### SUPPLIED DATA:
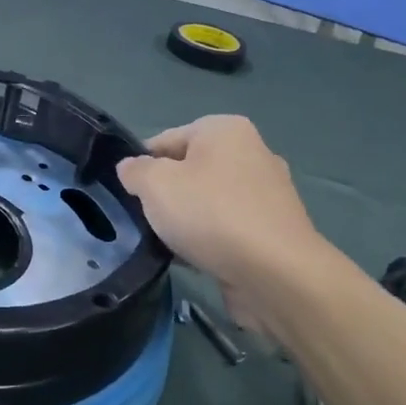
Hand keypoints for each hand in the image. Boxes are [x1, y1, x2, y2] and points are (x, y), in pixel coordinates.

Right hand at [116, 116, 333, 303]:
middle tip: (147, 219)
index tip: (129, 194)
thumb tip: (131, 168)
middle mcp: (252, 153)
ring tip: (168, 244)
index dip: (142, 166)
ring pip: (208, 201)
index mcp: (225, 130)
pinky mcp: (275, 230)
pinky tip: (194, 260)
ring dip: (186, 220)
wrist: (276, 274)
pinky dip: (210, 240)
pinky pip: (229, 228)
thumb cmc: (211, 214)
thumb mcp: (155, 184)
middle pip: (188, 170)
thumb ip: (135, 171)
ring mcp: (268, 193)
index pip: (166, 140)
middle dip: (166, 194)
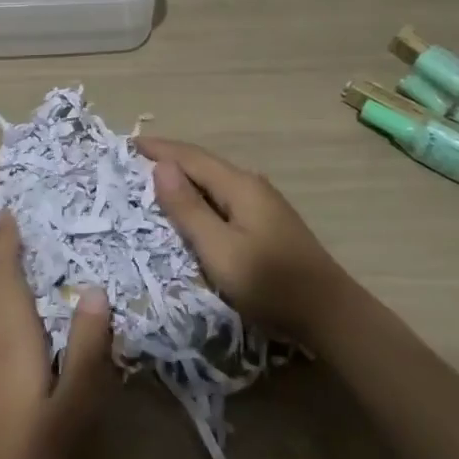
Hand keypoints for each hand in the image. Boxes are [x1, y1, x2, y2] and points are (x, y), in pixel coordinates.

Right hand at [137, 136, 352, 342]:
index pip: (190, 156)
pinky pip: (224, 196)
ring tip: (155, 181)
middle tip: (134, 161)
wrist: (330, 315)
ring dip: (184, 176)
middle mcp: (251, 185)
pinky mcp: (268, 223)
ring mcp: (263, 203)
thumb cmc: (270, 284)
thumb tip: (161, 167)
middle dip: (169, 159)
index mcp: (239, 186)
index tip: (128, 143)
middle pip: (203, 163)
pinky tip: (192, 207)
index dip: (159, 149)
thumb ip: (189, 209)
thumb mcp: (220, 250)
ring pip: (214, 180)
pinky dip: (200, 194)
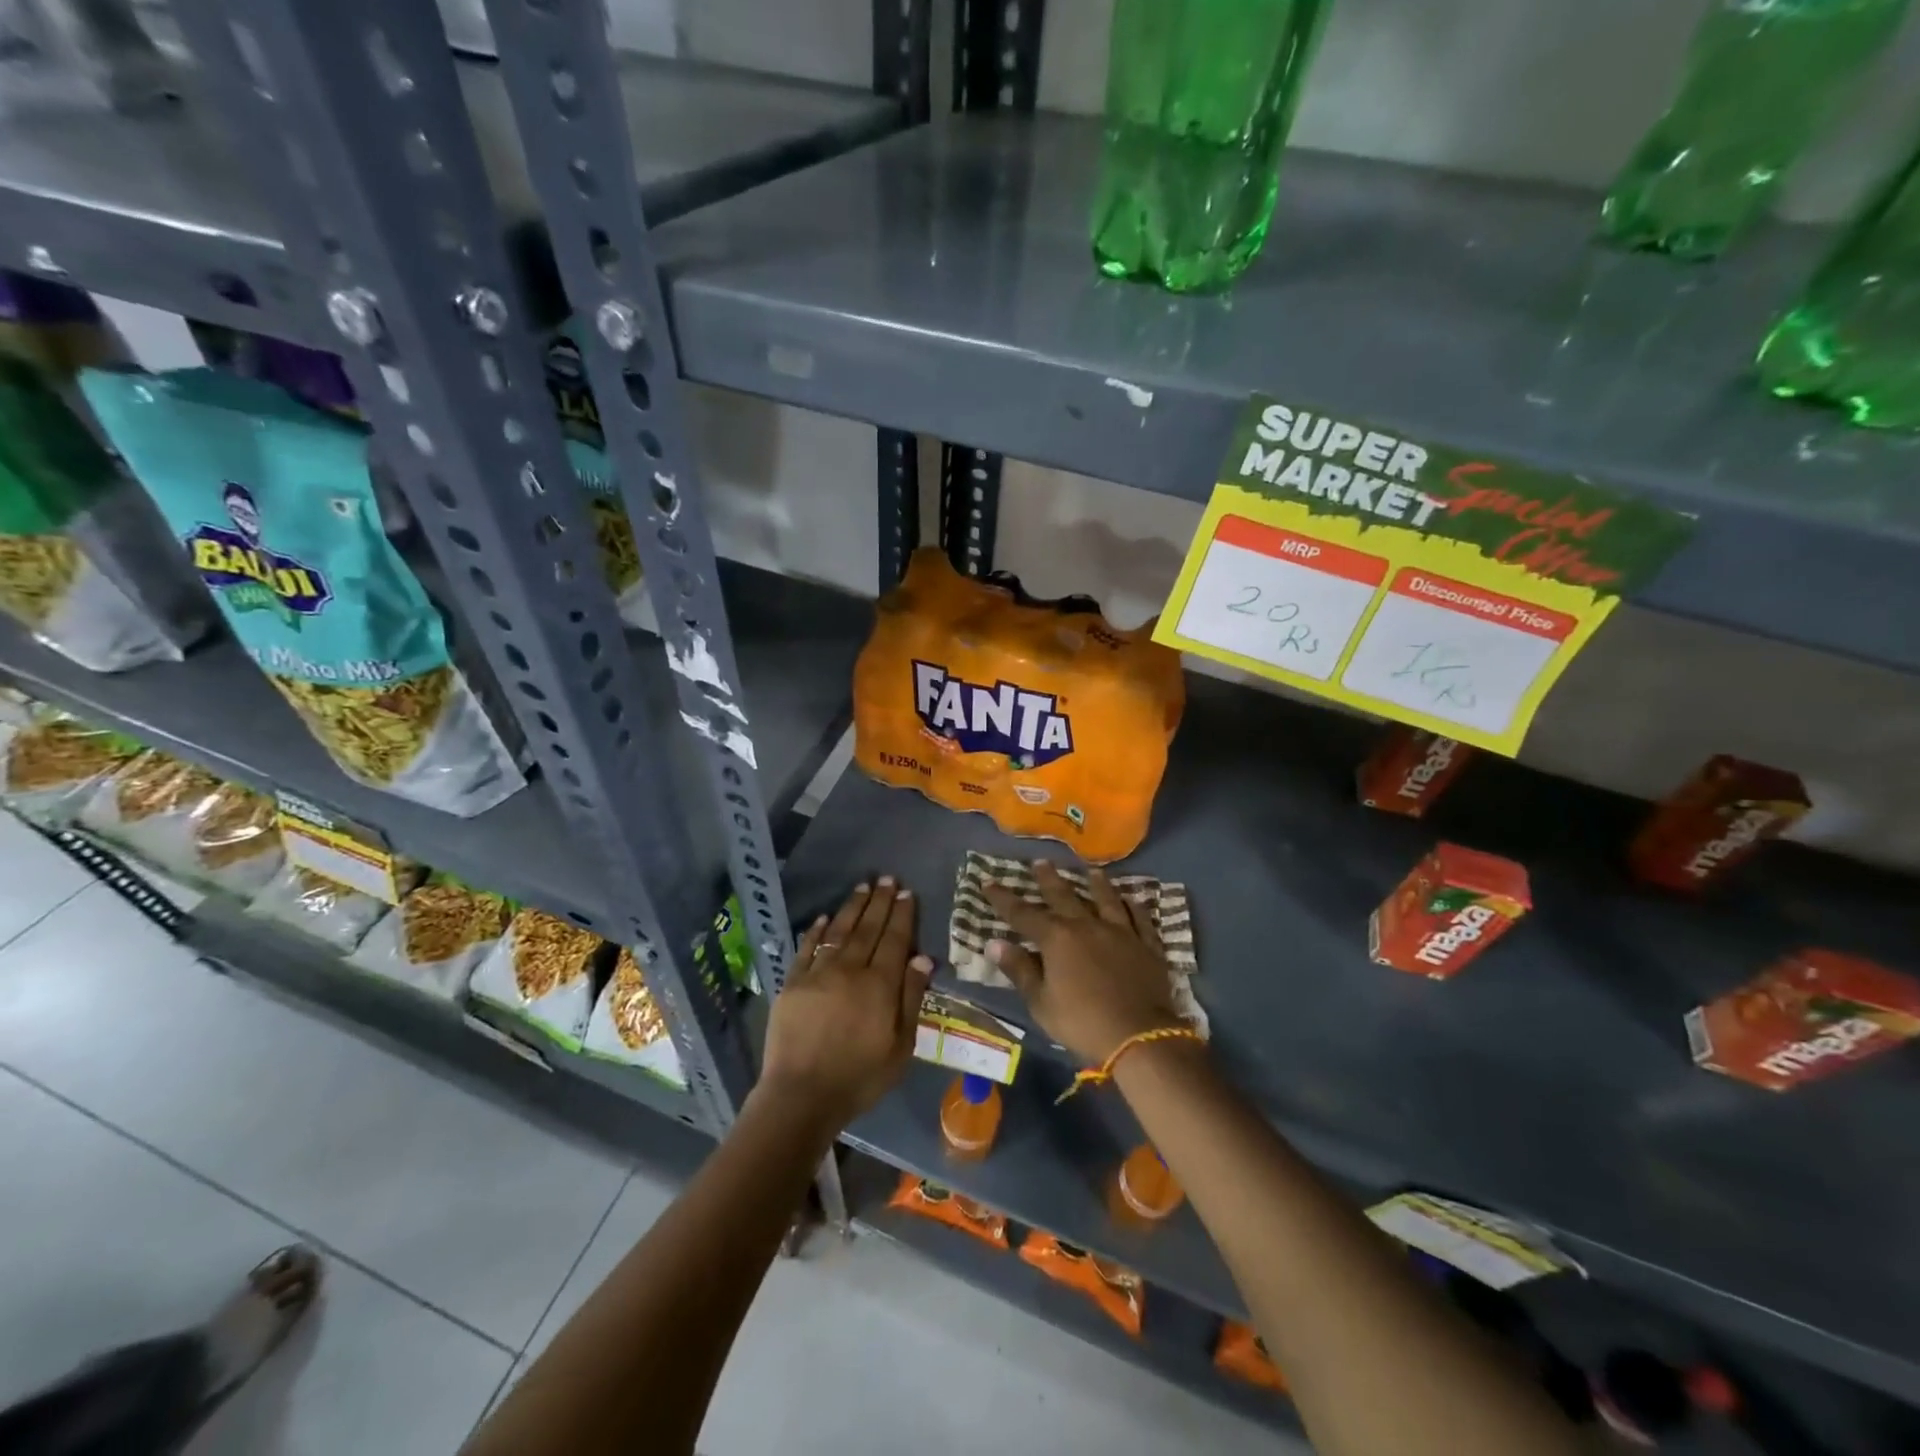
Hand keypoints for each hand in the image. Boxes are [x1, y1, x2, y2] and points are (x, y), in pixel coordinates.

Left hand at [760, 878, 932, 1128]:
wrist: (801, 1095)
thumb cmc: (859, 1077)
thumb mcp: (900, 1047)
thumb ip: (911, 1000)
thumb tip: (922, 959)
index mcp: (880, 985)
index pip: (894, 940)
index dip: (902, 915)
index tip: (906, 893)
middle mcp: (850, 970)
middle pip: (868, 928)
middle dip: (880, 902)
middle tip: (887, 879)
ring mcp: (818, 973)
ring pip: (839, 931)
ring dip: (852, 907)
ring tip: (863, 886)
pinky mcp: (792, 983)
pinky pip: (806, 948)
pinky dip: (816, 930)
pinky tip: (824, 917)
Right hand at [983, 862, 1183, 1063]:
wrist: (1139, 1036)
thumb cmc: (1082, 1022)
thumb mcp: (1041, 1003)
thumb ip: (1020, 970)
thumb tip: (994, 943)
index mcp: (1057, 939)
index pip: (1023, 914)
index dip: (1004, 899)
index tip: (988, 882)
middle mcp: (1087, 926)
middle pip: (1065, 896)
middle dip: (1049, 879)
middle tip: (1041, 862)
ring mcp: (1121, 932)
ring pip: (1106, 899)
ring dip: (1097, 884)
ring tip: (1091, 870)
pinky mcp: (1147, 945)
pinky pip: (1140, 918)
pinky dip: (1134, 906)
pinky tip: (1132, 899)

### WHAT TO PRODUCE:
How many lines of the data contain the word "Right"? Answer with the number alone.

### ANSWER SPACE:
3